# Stainless steel vs steel smokers and pits



## 56jeff (Jun 16, 2015)

I look at new Pits and wonder if there is any advantage of owing a Stainless pit / smoker over a plain steel unit.

The Stainless steel pits look nice, But, the price for nice is not so nice.

Thoughts..

Cheers,

56Jeff


----------



## forluvofsmoke (Jun 17, 2015)

Stainless is all but indestructible...short of throwing some really nasty chemical cocktail at it, you really can't hurt it. Well, technically, there are bunches of differing stainless alloys, each having a specific application (or combinations) for which it is designed, but stainless won't corrode from typical use and cleaning, nor from exposure to the weather. For a cooker, I want stainless food grates, from now on...I've had chrome plated grates crap-out on me with several cookers, so far...gets old. Stainless cooker grates can be scrubbed to your heat's content, if you desire...just don't use carbon steel scrapers, brushes, or scrubbies...all tools for cleaning should be stainless as well. Stainless with Stainless, otherwise, particles of the non-stainless is left behind on the surface, basically rendering it non-stainless until removed. You can let the petina build-up on stainless grates just as you would with carbon, as well...your choice. That said, if the expense of a full stainless cooker drives you away, you may want to opt for just S/S cooking grates in a less expensive pit constructed with carbon steel and coated with high-temp enamel. But, if you let the petina build up anyway, and you'll always do this (not cleaning it up for delicate items), then there's not much point in having stainless grates.

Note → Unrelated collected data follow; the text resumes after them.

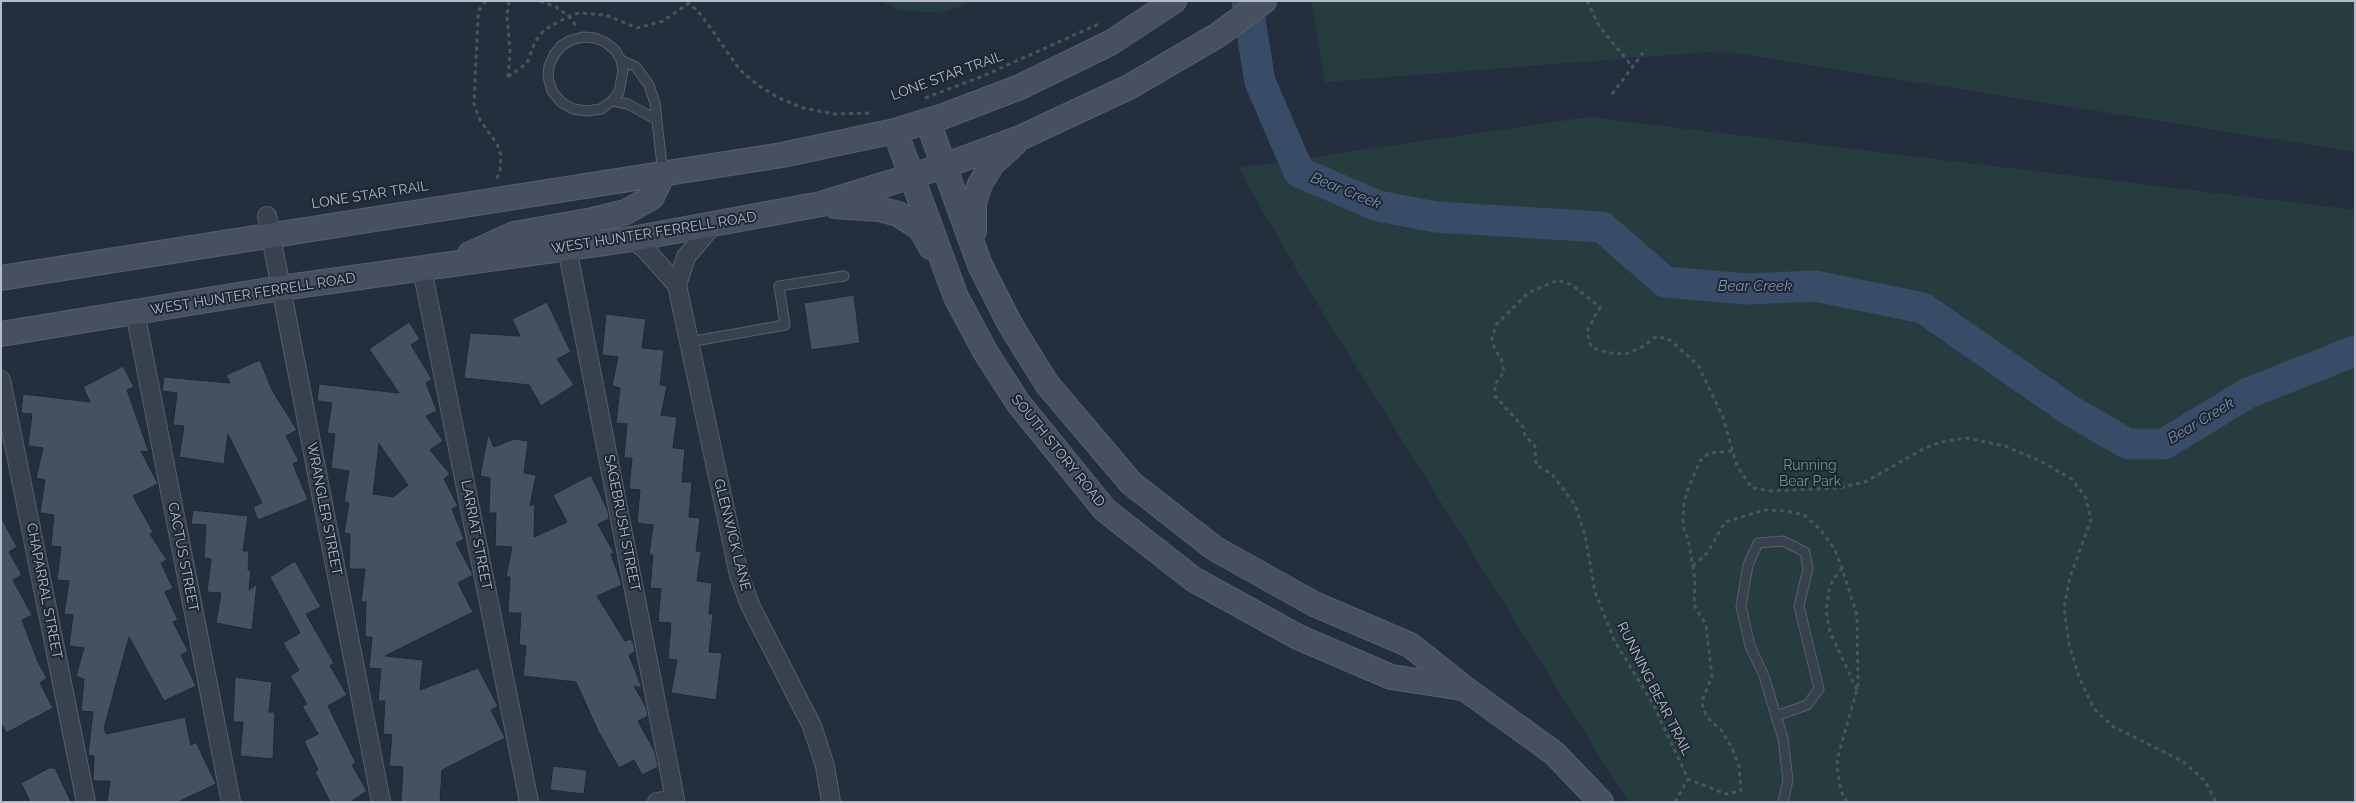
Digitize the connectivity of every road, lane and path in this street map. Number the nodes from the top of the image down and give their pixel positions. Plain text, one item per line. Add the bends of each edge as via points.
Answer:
1 (486, 1) edge
2 (509, 1) edge
3 (540, 1) edge
4 (687, 1) edge
5 (1174, 1) edge
6 (1264, 1) edge
7 (1587, 1) edge
8 (1106, 33) junction
9 (583, 37) junction
10 (1646, 49) dead end
11 (621, 60) junction
12 (1632, 66) junction
13 (508, 77) dead end
14 (1612, 94) dead end
15 (612, 100) junction
16 (921, 100) dead end
17 (874, 113) dead end
18 (657, 120) junction
19 (928, 122) junction
20 (895, 131) junction
21 (1020, 138) junction
22 (944, 166) junction
23 (663, 174) junction
24 (912, 176) junction
25 (489, 187) dead end
26 (821, 204) junction
27 (269, 226) junction
28 (712, 226) junction
29 (632, 239) junction
30 (567, 248) junction
31 (448, 265) junction
32 (980, 265) junction
33 (422, 269) junction
34 (947, 272) junction
35 (844, 276) dead end
36 (1, 278) edge
37 (677, 285) junction
38 (281, 288) junction
39 (135, 312) junction
40 (1, 334) edge
41 (689, 342) junction
42 (1, 380) edge
43 (1732, 451) junction
44 (1842, 568) dead end
45 (1464, 688) junction
46 (1857, 690) dead end
47 (1776, 716) junction
48 (1688, 779) junction
49 (86, 802) edge
50 (231, 802) edge
51 (381, 802) edge
52 (529, 802) edge
53 (657, 802) edge
54 (831, 802) edge
55 (1601, 802) edge
56 (1675, 802) edge
57 (1783, 802) edge
58 (2216, 802) edge

1 - 25 path via 478,17 474,94 476,113 501,155 500,171
2 - 13 path via 506,16 510,51
3 - 9 path via 570,16
4 - 17 path via 702,16 740,70 759,86 803,108 835,114
5 - 8 main road
6 - 21 main road, WEST HUNTER FERRELL ROAD via 1218,35 1129,87
7 - 12 path via 1599,26
8 - 16 path, LONE STAR TRAIL
8 - 19 main road via 1020,87
9 - 11 lane via 605,42
9 - 15 lane via 561,46 554,55 548,77 552,91 561,102 587,112 600,109
10 - 12 path
11 - 15 lane via 623,81
11 - 18 lane via 636,66 649,85
12 - 14 path
15 - 18 lane via 628,104
18 - 23 lane
19 - 20 main road
19 - 22 main road, SOUTH STORY ROAD
20 - 23 main road via 782,155
20 - 24 main road, SOUTH STORY ROAD
21 - 22 main road, WEST HUNTER FERRELL ROAD
21 - 32 main road via 992,163 974,203 972,221
22 - 24 main road, WEST HUNTER FERRELL ROAD
22 - 32 main road, SOUTH STORY ROAD
23 - 27 main road
23 - 31 main road via 652,197 626,212 514,234
24 - 26 main road, WEST HUNTER FERRELL ROAD
24 - 34 main road, SOUTH STORY ROAD
26 - 28 main road, WEST HUNTER FERRELL ROAD
26 - 34 main road via 879,209 898,214 920,228
27 - 36 main road
27 - 38 street, WRANGLER STREET
28 - 29 main road, WEST HUNTER FERRELL ROAD
28 - 37 street, GLENWICK LANE via 686,257
29 - 30 main road, WEST HUNTER FERRELL ROAD
29 - 37 street, GLENWICK LANE
30 - 31 main road, WEST HUNTER FERRELL ROAD
30 - 53 street, SAGEBRUSH STREET via 675,798
31 - 33 main road, WEST HUNTER FERRELL ROAD
32 - 45 main road, SOUTH STORY ROAD via 1011,326 1047,384 1131,483 1214,548 1314,604 1410,645
33 - 38 main road, WEST HUNTER FERRELL ROAD
33 - 52 street, LARRIAT STREET
34 - 45 main road, SOUTH STORY ROAD via 956,297 986,353 1019,404 1105,510 1193,579 1298,637 1391,677
35 - 41 lane via 779,286 786,326
37 - 41 street, GLENWICK LANE
38 - 39 main road, WEST HUNTER FERRELL ROAD
38 - 51 street, WRANGLER STREET
39 - 40 main road, WEST HUNTER FERRELL ROAD
39 - 50 street, CACTUS STREET
41 - 54 street, GLENWICK LANE via 739,575 750,605 812,726 825,766
42 - 49 street, CHAPARRAL STREET
43 - 48 path via 1709,453 1700,462 1688,489 1683,518 1695,580 1694,605 1706,625 1712,676 1702,701 1703,709 1732,748 1739,768 1741,791 1726,794
43 - 48 path, RUNNING BEAR TRAIL via 1723,417 1698,365 1670,340 1656,336 1626,354 1608,353 1591,347 1587,331 1600,307 1572,285 1558,280 1543,285 1528,294 1496,325 1492,339 1504,372 1496,384 1495,396 1523,427 1525,436 1534,446 1536,466 1552,474 1575,505 1586,535 1594,592 1615,642 1653,704
43 - 58 path, RUNNING BEAR TRAIL via 1736,466 1752,488 1771,491 1838,488 1864,482 1923,449 1940,442 1966,438 2005,446 2072,479 2086,498 2091,520 2070,577 2064,608 2078,677 2094,708 2114,727 2184,762 2205,781
44 - 46 path via 1829,590 1826,611 1830,632
45 - 55 main road, SOUTH STORY ROAD via 1554,753
47 - 47 lane via 1764,676 1750,646 1740,606 1748,565 1758,543 1783,541 1805,552 1808,569 1799,606 1819,689 1807,705
47 - 57 lane via 1783,738 1788,780
48 - 56 path

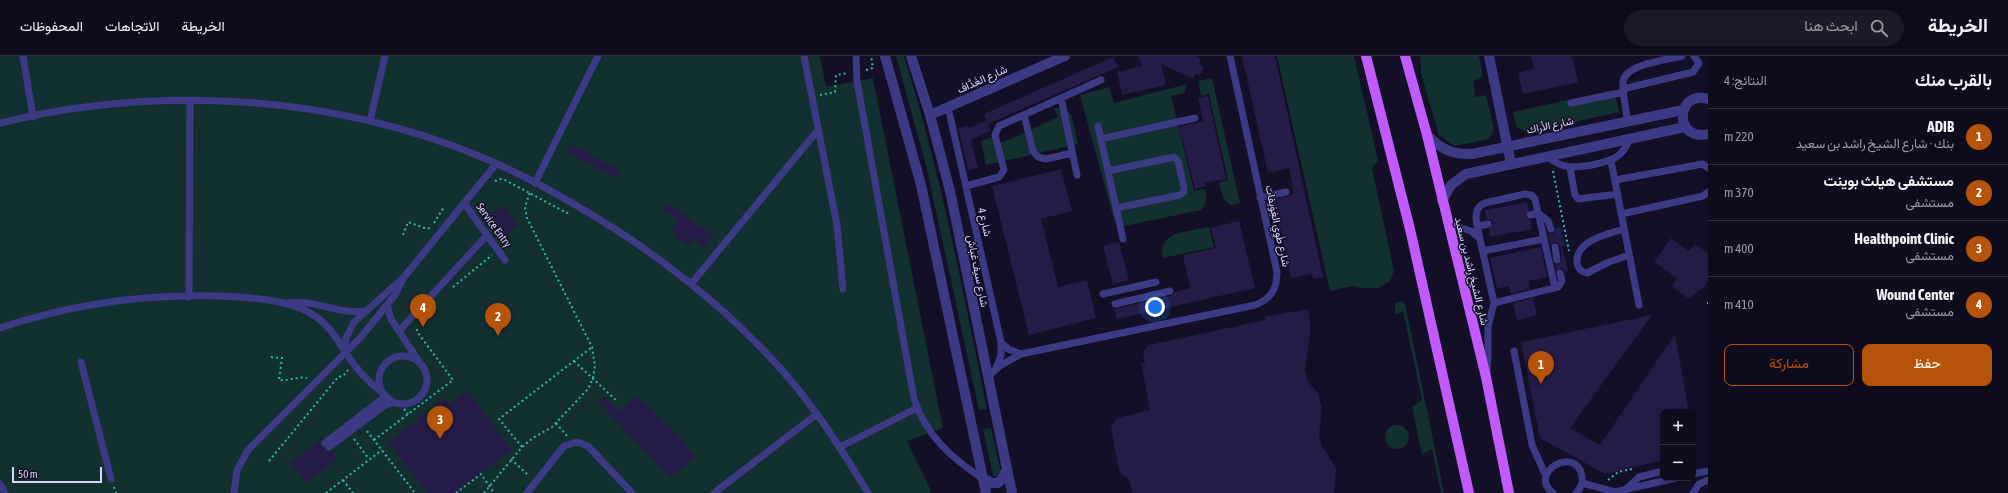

Now, a S/S fire-box coupled to a C/S pit...hmm...no burned-out, corroded fire-box in the future...other than the possible corrosion issues at the joint with fastening dis-similar metals (bolt together design, painted C/S may rust-through...depends), might be worth looking into, however, if all %100 stainless from the ground up, I can't see where there would be any issues at all.

I digressed...good luck and many great smokes to you!!!

Eric


----------



## boykjo (Jun 17, 2015)

Most store bought stainless smokers are a poor grade of stainless.....Just stick a magnet to it and you'll find out real quick what ya got.........

Joe


----------



## forluvofsmoke (Jun 17, 2015)

boykjo said:


> Most store bought stainless smokers are a poor grade of stainless.....Just stick a magnet to it and you'll find out real quick what ya got.........
> 
> Joe


To some degree that's true (as I'll explain below), but it does depend on what you want from your stainless material, and what application it will be used for. Not all stainless steel is alike, or designed for the same anti-corrosive properties (as I'll also give an example of below).

400 series stainless are chromium steels with 10-20% chromium and low/no nickel content have a higher yield strength, and can be heat-treated/hardened to a variety of strengths, probably due to it's higher carbon/iron content. The 400 series results in lower corrosion resistance. These are also known as ferritic steels, or martensitic (martinsite), and have a noticeable attraction to magnetic fields, though not as strongly attracted as carbon steel. They are always magnetic.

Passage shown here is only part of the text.